■ What needs to be done: Please set out each line below exactly as it stands, without the images.

■ Stored data:
—————

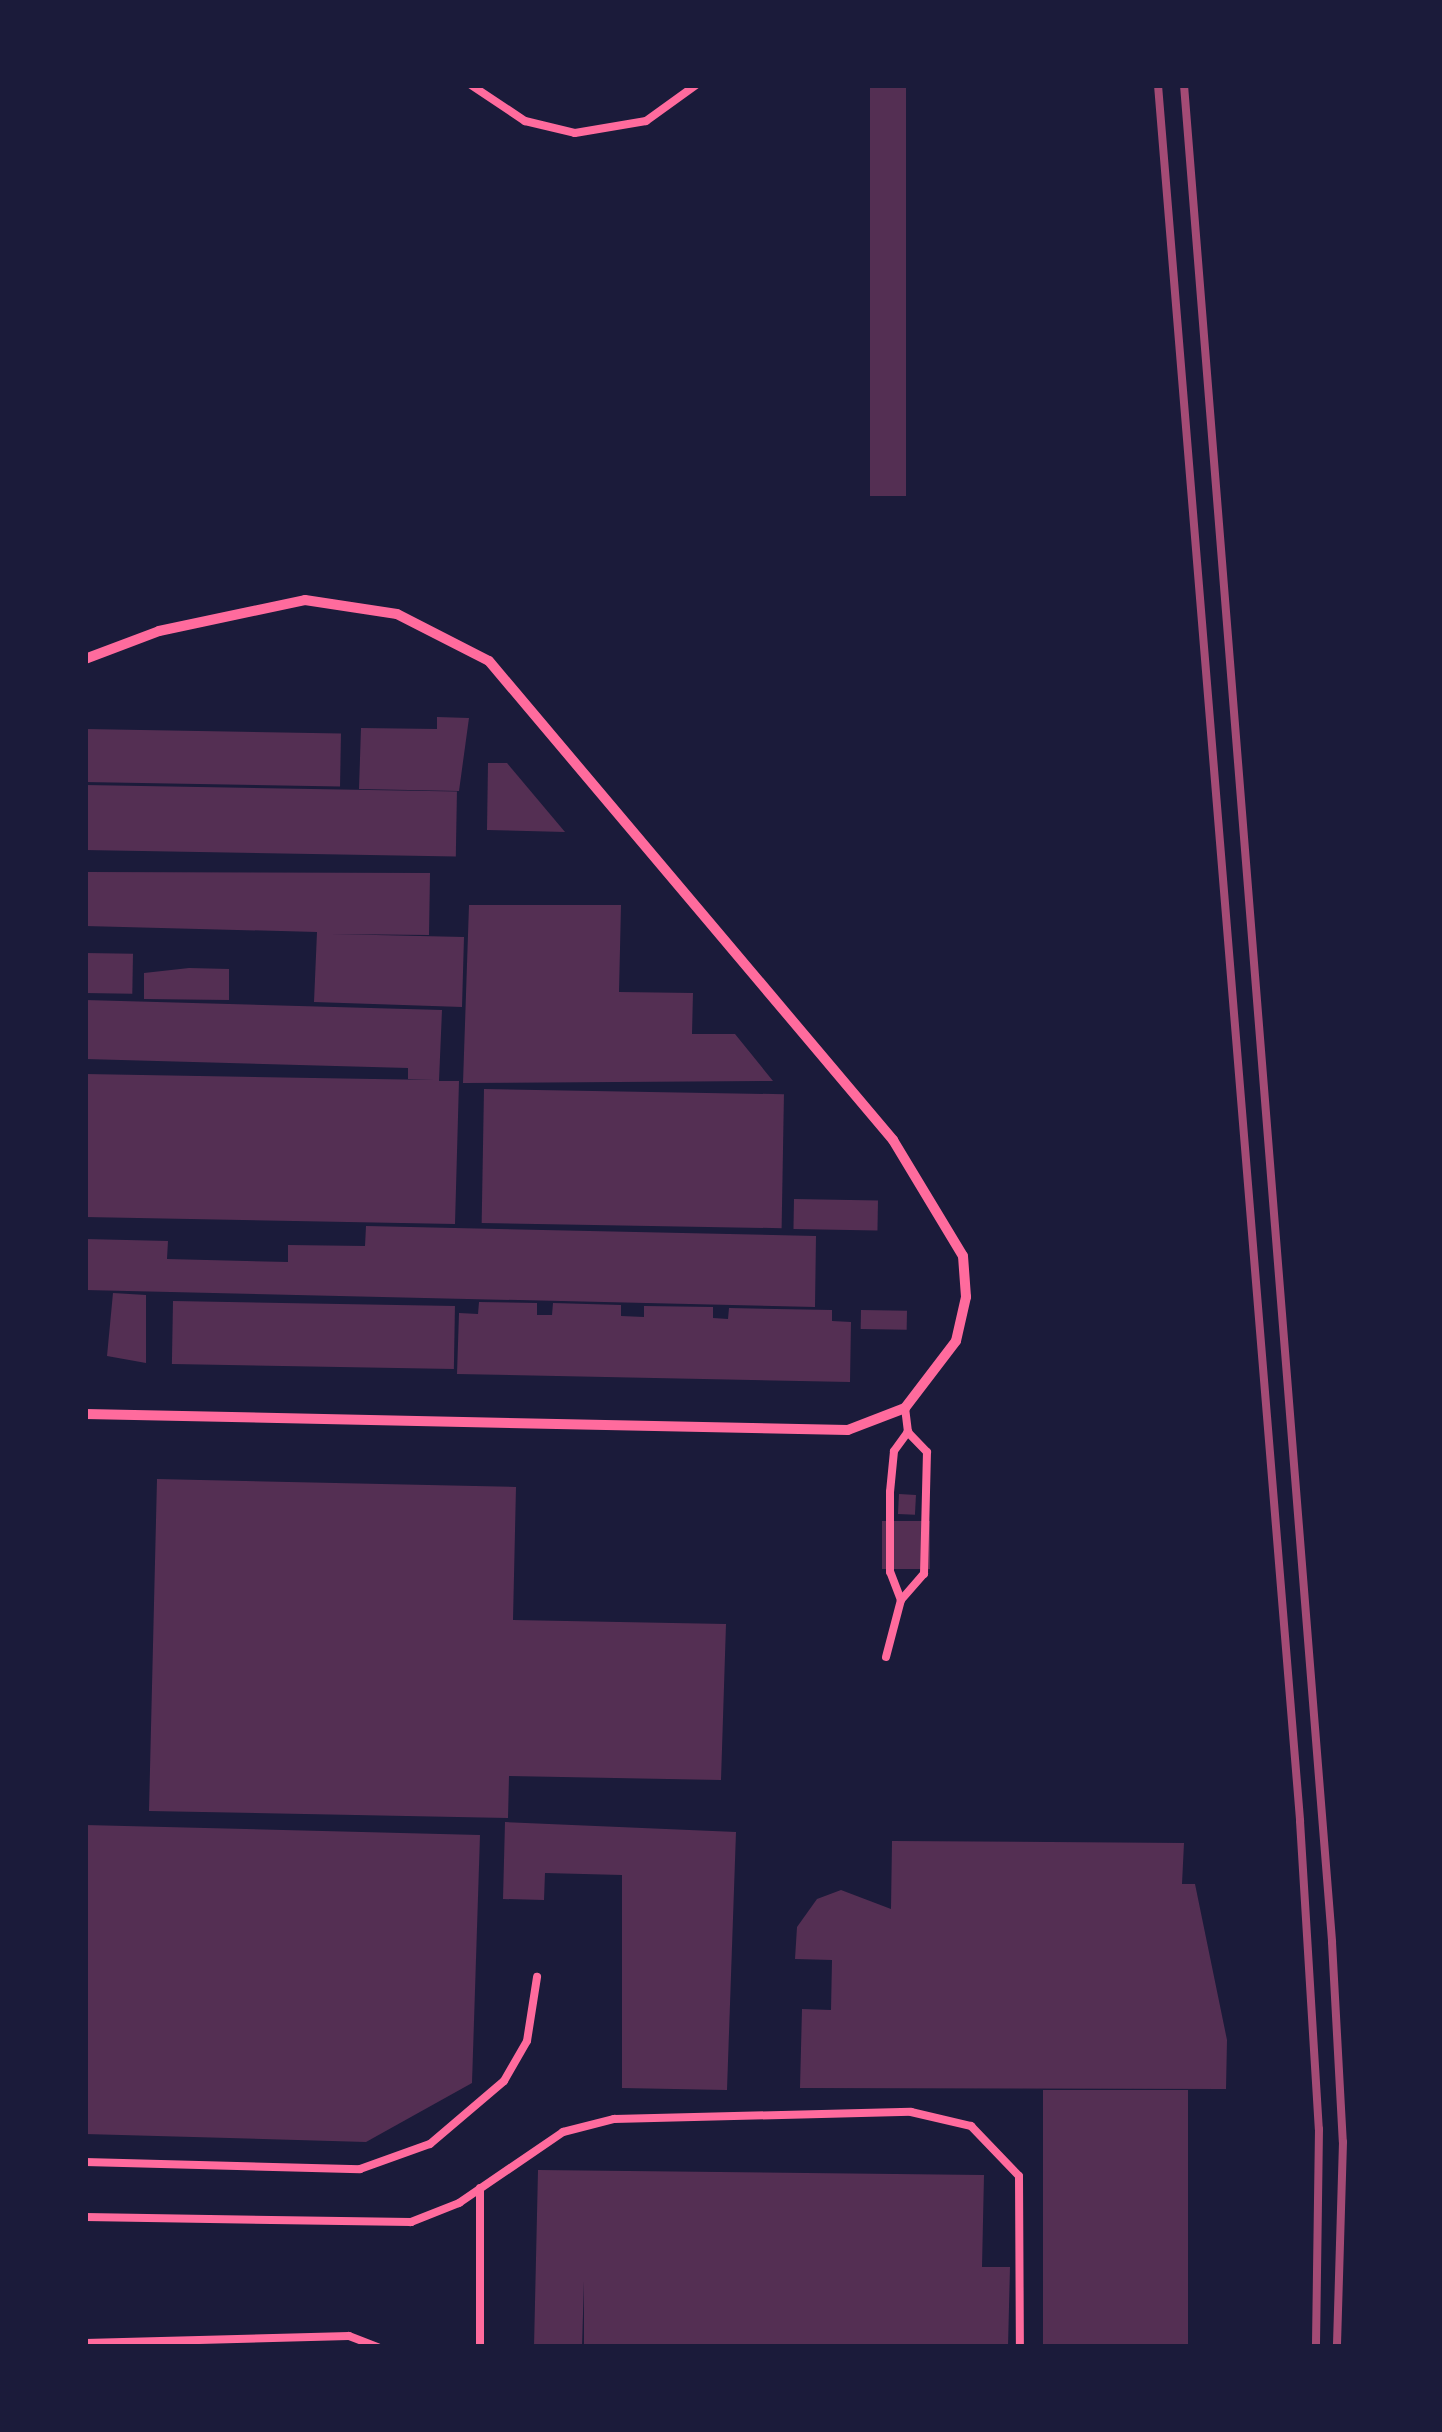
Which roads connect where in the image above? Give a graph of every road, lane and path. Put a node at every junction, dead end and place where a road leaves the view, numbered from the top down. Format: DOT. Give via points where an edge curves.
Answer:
graph roads {
  1 [pos="471,85"];
  2 [pos="696,85"];
  3 [pos="85,659"];
  4 [pos="905,1408"];
  5 [pos="85,1414"];
  6 [pos="908,1432"];
  7 [pos="901,1600"];
  8 [pos="886,1657"];
  9 [pos="537,1978"];
  10 [pos="85,2162"];
  11 [pos="480,2188"];
  12 [pos="85,2217"];
  13 [pos="85,2343"];
  14 [pos="378,2347"];
  15 [pos="480,2347"];
  16 [pos="1020,2347"];
  1 -- 2 [label="lane" via="525,122 575,133 646,121"];
  3 -- 4 [label="street" via="159,631 305,600 396,614 489,661 934,1196 963,1256 966,1297 956,1341"];
  4 -- 5 [label="street" via="871,1427 818,1433"];
  4 -- 6 [label="lane"];
  6 -- 7 [label="lane" via="894,1451 890,1492 890,1572"];
  6 -- 7 [label="lane" via="927,1452 928,1494 924,1574"];
  7 -- 8 [label="lane"];
  9 -- 10 [label="lane" via="527,2041 504,2081 430,2144 360,2168"];
  11 -- 12 [label="lane" via="434,2217 393,2224"];
  11 -- 15 [label="lane"];
  11 -- 16 [label="lane" via="563,2132 614,2119 911,2112 971,2126 1019,2176"];
  13 -- 14 [label="lane" via="349,2336"];
}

—————

■ Exercise output:
Which roads connect where in the image above? Give a graph of every road, lane and path. Put a node at every junction, dead end and place where a road leaves the view, numbered from the top down. Format: DOT. Give via points where an edge curves.
Answer:
graph roads {
  1 [pos="471,85"];
  2 [pos="696,85"];
  3 [pos="85,659"];
  4 [pos="905,1408"];
  5 [pos="85,1414"];
  6 [pos="908,1432"];
  7 [pos="901,1600"];
  8 [pos="886,1657"];
  9 [pos="537,1978"];
  10 [pos="85,2162"];
  11 [pos="480,2188"];
  12 [pos="85,2217"];
  13 [pos="85,2343"];
  14 [pos="378,2347"];
  15 [pos="480,2347"];
  16 [pos="1020,2347"];
  1 -- 2 [label="lane" via="525,122 575,133 646,121"];
  3 -- 4 [label="street" via="159,631 305,600 396,614 489,661 934,1196 963,1256 966,1297 956,1341"];
  4 -- 5 [label="street" via="871,1427 818,1433"];
  4 -- 6 [label="lane"];
  6 -- 7 [label="lane" via="894,1451 890,1492 890,1572"];
  6 -- 7 [label="lane" via="927,1452 928,1494 924,1574"];
  7 -- 8 [label="lane"];
  9 -- 10 [label="lane" via="527,2041 504,2081 430,2144 360,2168"];
  11 -- 12 [label="lane" via="434,2217 393,2224"];
  11 -- 15 [label="lane"];
  11 -- 16 [label="lane" via="563,2132 614,2119 911,2112 971,2126 1019,2176"];
  13 -- 14 [label="lane" via="349,2336"];
}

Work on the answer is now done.